Rivers has translated a book from French into English. It is called The Dictes and Sayings of the Philosophers. William Caxton, who was at the banquet as well, is going to print it. Caxton has been abroad in Bruges, learning about wonderful new machines that that can make copies of a book in great numbers. He came home to set up a printing press of his own, and the book translated by Rivers will be the first ever to be printed in England. So that was another cause for celebration.

15th January 1478

We have been to London yet again. This time I saw more of Edward’s little brother, Richard. He has the same fair, curling hair and angelic face as Edward. It is planned that he will come to join us at Ludlow later this month, for he is almost the same age as Edward was when I first saw him. Far too young, I thought, for the ceremony we had to attend. At barely four years old, he was being married to Anne Mowbray, daughter of the Duke of Norfolk. She is just six, a slender little girl with a pale, serious face and a mass of red hair escaping from a coronet that looked too big and heavy for her.
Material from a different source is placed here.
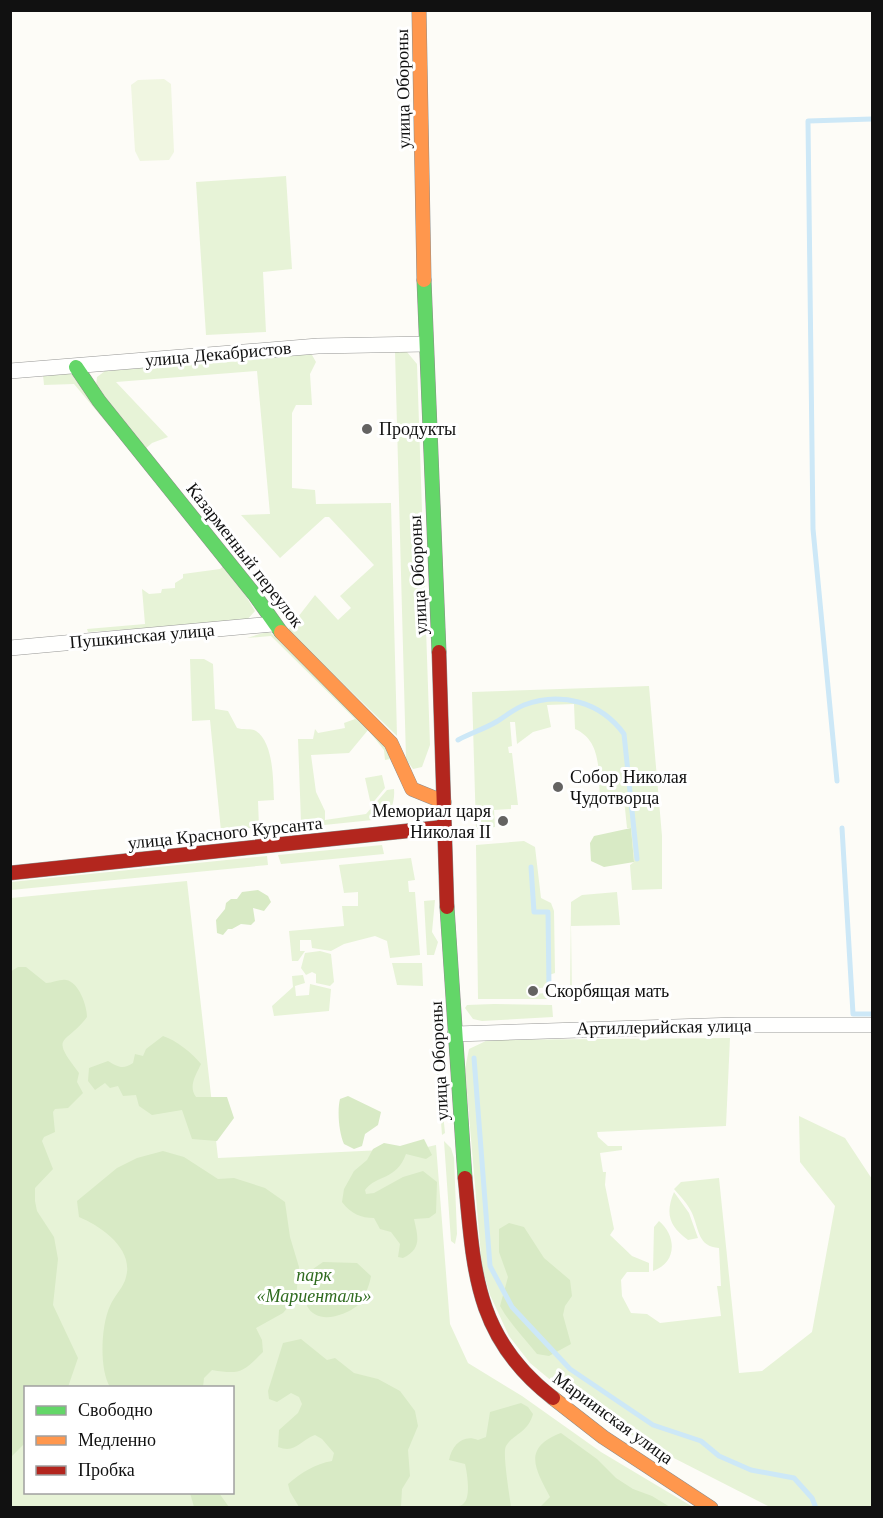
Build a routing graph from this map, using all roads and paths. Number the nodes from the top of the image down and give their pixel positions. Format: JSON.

These royal children are like puppies traded between dog breeders for their future potential. I don’t like to see them pushed into such use when they are hardly more than babies, but that is how the strange world of these privileged people works.

***

Little Prince Richard is with us now. He is a gentle boy, less serious than his older brother, perhaps because he is not burdened by knowing he will one day be the king. I am doing my best to ensure that we settle down together comfortably as three instead of two. I take care that Edward shall have no cause for jealousy, or that Richard shall feel left out, and they seem to get on very well together. Edward enjoys his superiority, knowing the Castle and everyone in it, but he is very sweet to his little brother.

Neither of the boys has the solid build of their massive father. With their slim build and fair hair inherited from Elizabeth, they look like those paintings of angels on cathedral walls. When I see their two golden heads together, talking or engrossed by something they are playing with, it fills me with delight.

Edward is taking great pride in helping his younger brother to improve his reading – and it is not difficult, for Richard is a clever child and learns very quickly. They have occasional arguments, but they are great friends. For me, it is fascinating to watch them grow and learn. The days spent with them are a constant joy and they are going to be such fine young men.